In conclusion, the Walsin Technology Corporation's 0402X104K100CT Capacitor presents disparities in its performance when compared to the statistical benchmark, with varying results across the different parameters. Overall, the Capacitor shows higher than average impedance values, larger Series Resistance, and greater variations in the Dissipation Factor.
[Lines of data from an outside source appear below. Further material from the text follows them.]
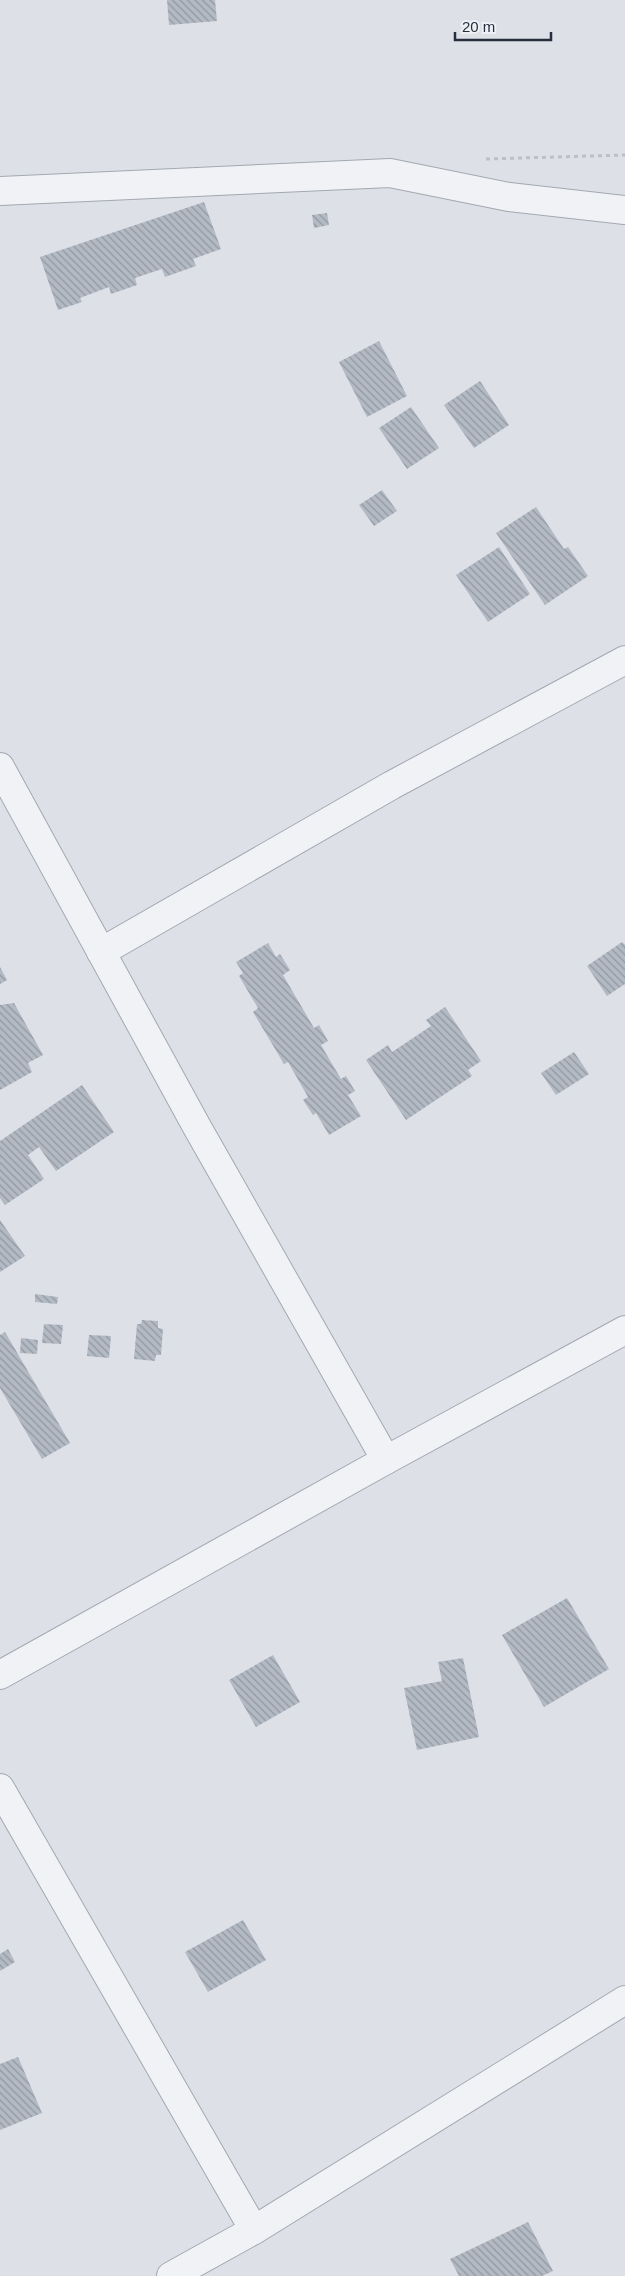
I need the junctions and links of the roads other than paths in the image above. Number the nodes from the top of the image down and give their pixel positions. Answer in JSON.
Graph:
{"nodes":[{"id":1,"x":0,"y":191,"type":"edge"},
{"id":2,"x":625,"y":210,"type":"edge"},
{"id":3,"x":625,"y":660,"type":"edge"},
{"id":4,"x":0,"y":767,"type":"edge"},
{"id":5,"x":101,"y":952,"type":"junction"},
{"id":6,"x":625,"y":1330,"type":"edge"},
{"id":7,"x":386,"y":1460,"type":"junction"},
{"id":8,"x":0,"y":1675,"type":"edge"},
{"id":9,"x":0,"y":1788,"type":"edge"},
{"id":10,"x":625,"y":2000,"type":"edge"},
{"id":11,"x":254,"y":2230,"type":"junction"},
{"id":12,"x":171,"y":2276,"type":"edge"}],
"edges":[{"from":1,"to":2,"type":"street"},
{"from":3,"to":5,"type":"street"},
{"from":4,"to":5,"type":"street"},
{"from":5,"to":7,"type":"street"},
{"from":6,"to":7,"type":"street"},
{"from":7,"to":8,"type":"street"},
{"from":9,"to":11,"type":"street"},
{"from":10,"to":11,"type":"street"},
{"from":11,"to":12,"type":"street"}]}
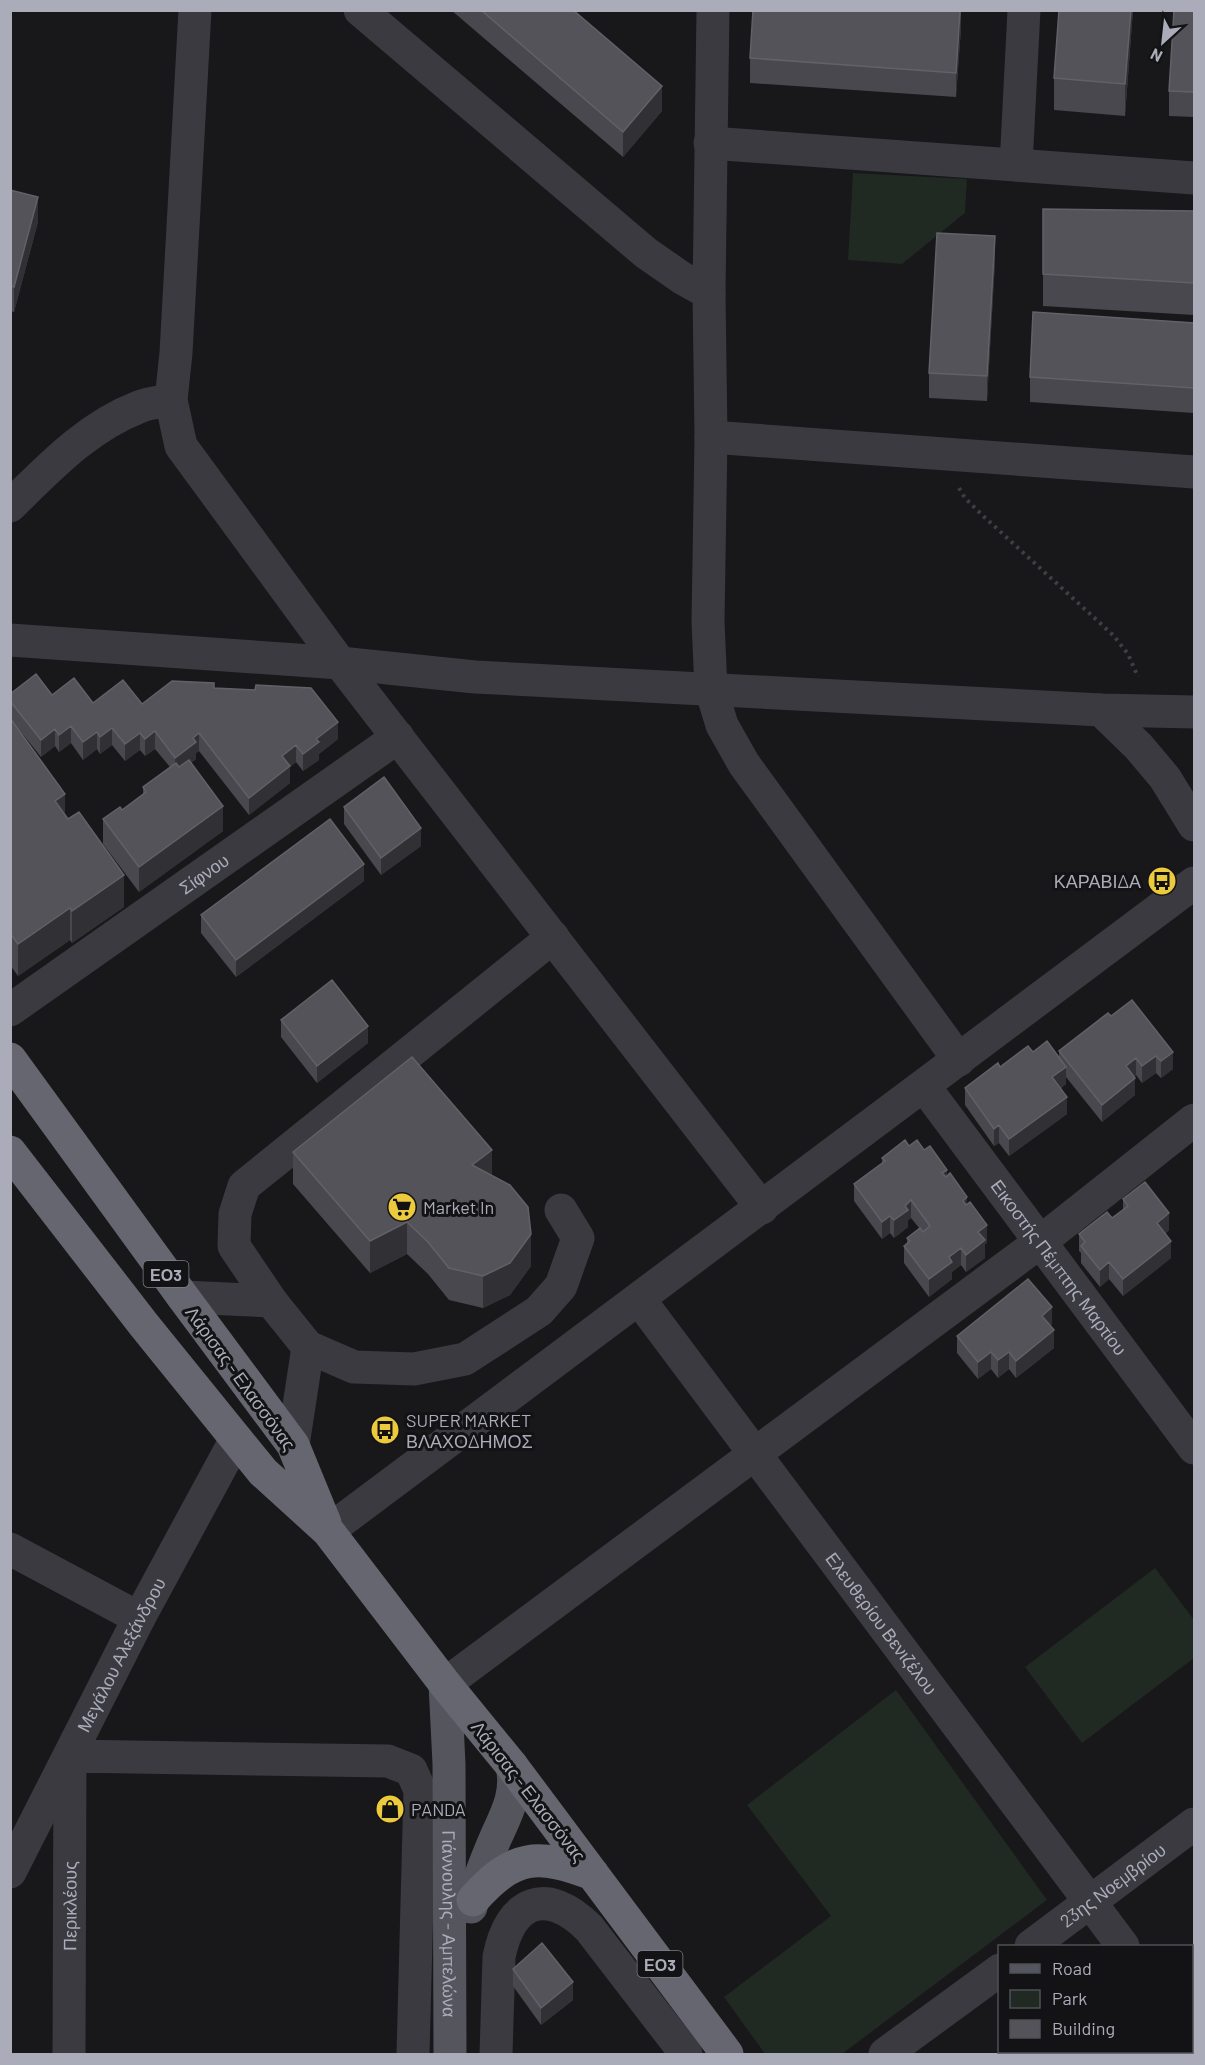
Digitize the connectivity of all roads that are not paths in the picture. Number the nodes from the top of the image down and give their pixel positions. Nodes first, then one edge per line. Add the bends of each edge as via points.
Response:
1 (195, 10) edge
2 (360, 10) edge
3 (712, 10) edge
4 (1024, 10) edge
5 (711, 143) junction
6 (1016, 165) junction
7 (1194, 178) edge
8 (709, 293) junction
9 (171, 400) junction
10 (711, 437) junction
11 (1194, 472) edge
12 (10, 506) edge
13 (10, 640) edge
14 (340, 663) junction
15 (711, 688) junction
16 (1101, 710) junction
17 (1194, 712) edge
18 (398, 737) junction
19 (1194, 825) edge
20 (1194, 884) edge
21 (553, 937) junction
22 (10, 1010) edge
23 (10, 1059) edge
24 (959, 1060) junction
25 (924, 1086) junction
26 (1194, 1120) edge
27 (10, 1152) edge
28 (762, 1208) junction
29 (561, 1210) dead end
30 (1040, 1242) junction
31 (183, 1297) junction
32 (639, 1299) junction
33 (271, 1301) junction
34 (308, 1347) junction
35 (236, 1439) junction
36 (293, 1445) junction
37 (1194, 1448) edge
38 (756, 1454) junction
39 (328, 1531) junction
40 (10, 1549) edge
41 (139, 1618) junction
42 (445, 1684) junction
43 (70, 1756) junction
44 (512, 1766) junction
45 (1194, 1824) edge
46 (10, 1872) edge
47 (593, 1874) junction
48 (473, 1900) junction
49 (1090, 1902) junction
50 (617, 1907) junction
51 (589, 1928) junction
52 (1034, 1945) edge
53 (1122, 1945) edge
54 (998, 1971) edge
55 (69, 2055) edge
56 (413, 2055) edge
57 (451, 2055) edge
58 (496, 2055) edge
59 (686, 2055) edge
60 (727, 2055) edge
61 (885, 2055) edge

1 - 9 street
2 - 8 street via 646,253
3 - 5 street
4 - 6 street
5 - 6 street
5 - 8 street
6 - 7 street
8 - 10 street
9 - 12 street via 141,406 111,420 62,454
9 - 14 street via 180,446
10 - 11 street
10 - 15 street
13 - 14 street
14 - 15 street via 475,677
14 - 18 street
15 - 16 street
15 - 24 street via 722,725 744,764
16 - 17 street
16 - 19 street via 1165,778
18 - 21 street
18 - 22 street, Σίφνου
20 - 24 street
21 - 28 street
21 - 33 street via 244,1186 235,1214 234,1246
23 - 31 highway, Λάρισας - Ελασσόνας / ΕΟ3
24 - 25 street
25 - 28 street
25 - 30 street, Εικοστής Πέμπτης Μαρτίου
26 - 30 street
27 - 35 highway, Λάρισας - Ελασσόνας / ΕΟ3
28 - 32 street
29 - 34 street via 578,1238 561,1286 539,1311 465,1359 414,1369 354,1367
30 - 37 street, Εικοστής Πέμπτης Μαρτίου
30 - 38 street
31 - 33 street
31 - 36 highway, Λάρισας - Ελασσόνας / ΕΟ3
32 - 38 street, Ελευθερίου Βενιζέλου
32 - 39 street
33 - 34 street
34 - 36 street
35 - 39 highway, Λάρισας - Ελασσόνας / ΕΟ3 via 263,1472
35 - 41 street, Μεγάλου Αλεξάνδρου
36 - 39 highway, Λάρισας - Ελασσόνας / ΕΟ3
38 - 42 street
38 - 49 street, Ελευθερίου Βενιζέλου
39 - 42 highway, Λάρισας - Ελασσόνας / ΕΟ3
40 - 41 street
41 - 43 street, Μεγάλου Αλεξάνδρου
42 - 44 highway, Λάρισας - Ελασσόνας / ΕΟ3
42 - 57 main road, Γιάννουλης - Αμπελώνα
43 - 46 street, Μεγάλου Αλεξάνδρου
43 - 55 street, Περικλέους
43 - 56 street via 388,1761 411,1770 420,1790
44 - 47 highway, Λάρισας - Ελασσόνας / ΕΟ3
44 - 48 main road, Γιάννουλης - Αμπελώνα via 515,1778 510,1809
45 - 49 street, 23ης Νοεμβρίου
47 - 48 highway via 549,1861 518,1863 501,1872
47 - 50 highway, Λάρισας - Ελασσόνας / ΕΟ3
48 - 57 main road, Γιάννουλης - Αμπελώνα via 466,1924
49 - 52 street, 23ης Νοεμβρίου
49 - 53 street, Ελευθερίου Βενιζέλου
50 - 51 street
50 - 60 highway, Λάρισας - Ελασσόνας / ΕΟ3
51 - 58 street via 561,1906 529,1906 516,1915 507,1928 499,1957
51 - 59 street
54 - 61 street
It is essential for design engineers to consider these factors and differences when evaluating the 0402X104K100CT Capacitor for potential use in their products.
In our analysis of the Walsin Technology Corporations' 0402X104K100CT Capacitor, a Ceramic: X5R capacitor with a nominal value of 100n, ±10% tolerance, and a 10V voltage rating, we have carefully examined the various performance metrics and compared them with the statistical benchmark data. Overall, the capacitor demonstrates mixed performance when compared to the benchmarks.
Upon analysis of the LCR measurements from both 1V and 10V scenarios, it is evident that the 0402X104K100CT Capacitor exhibits higher impedance values and maintains lower Quality Factors across the majority of test frequencies when compared to the statistical benchmark. Furthermore, the capacitor shows a higher series resistance and lower capacitance overall in both operating voltages when compared to the benchmark.
However, the capacitance value at 1MHz and 1V operating voltage closely matches the benchmark nominal value of 100n. In addition, the component's Dissipation Factor is comparable and within the range of benchmark values over the test frequencies.
In conclusion, while the Walsin Technology Corp. 0402X104K100CT Capacitor displays satisfactory performance in some parameters, it does not consistently outperform the statistical benchmark data. Engineers evaluating the suitability of this capacitor for their circuits should consider other capacitors in the Ceramic: X5R range to ensure optimal performance for their applications. Nevertheless, this analysis provides valuable insights and data-backed comparisons for the assessment of this capacitor's performance in potential circuit designs.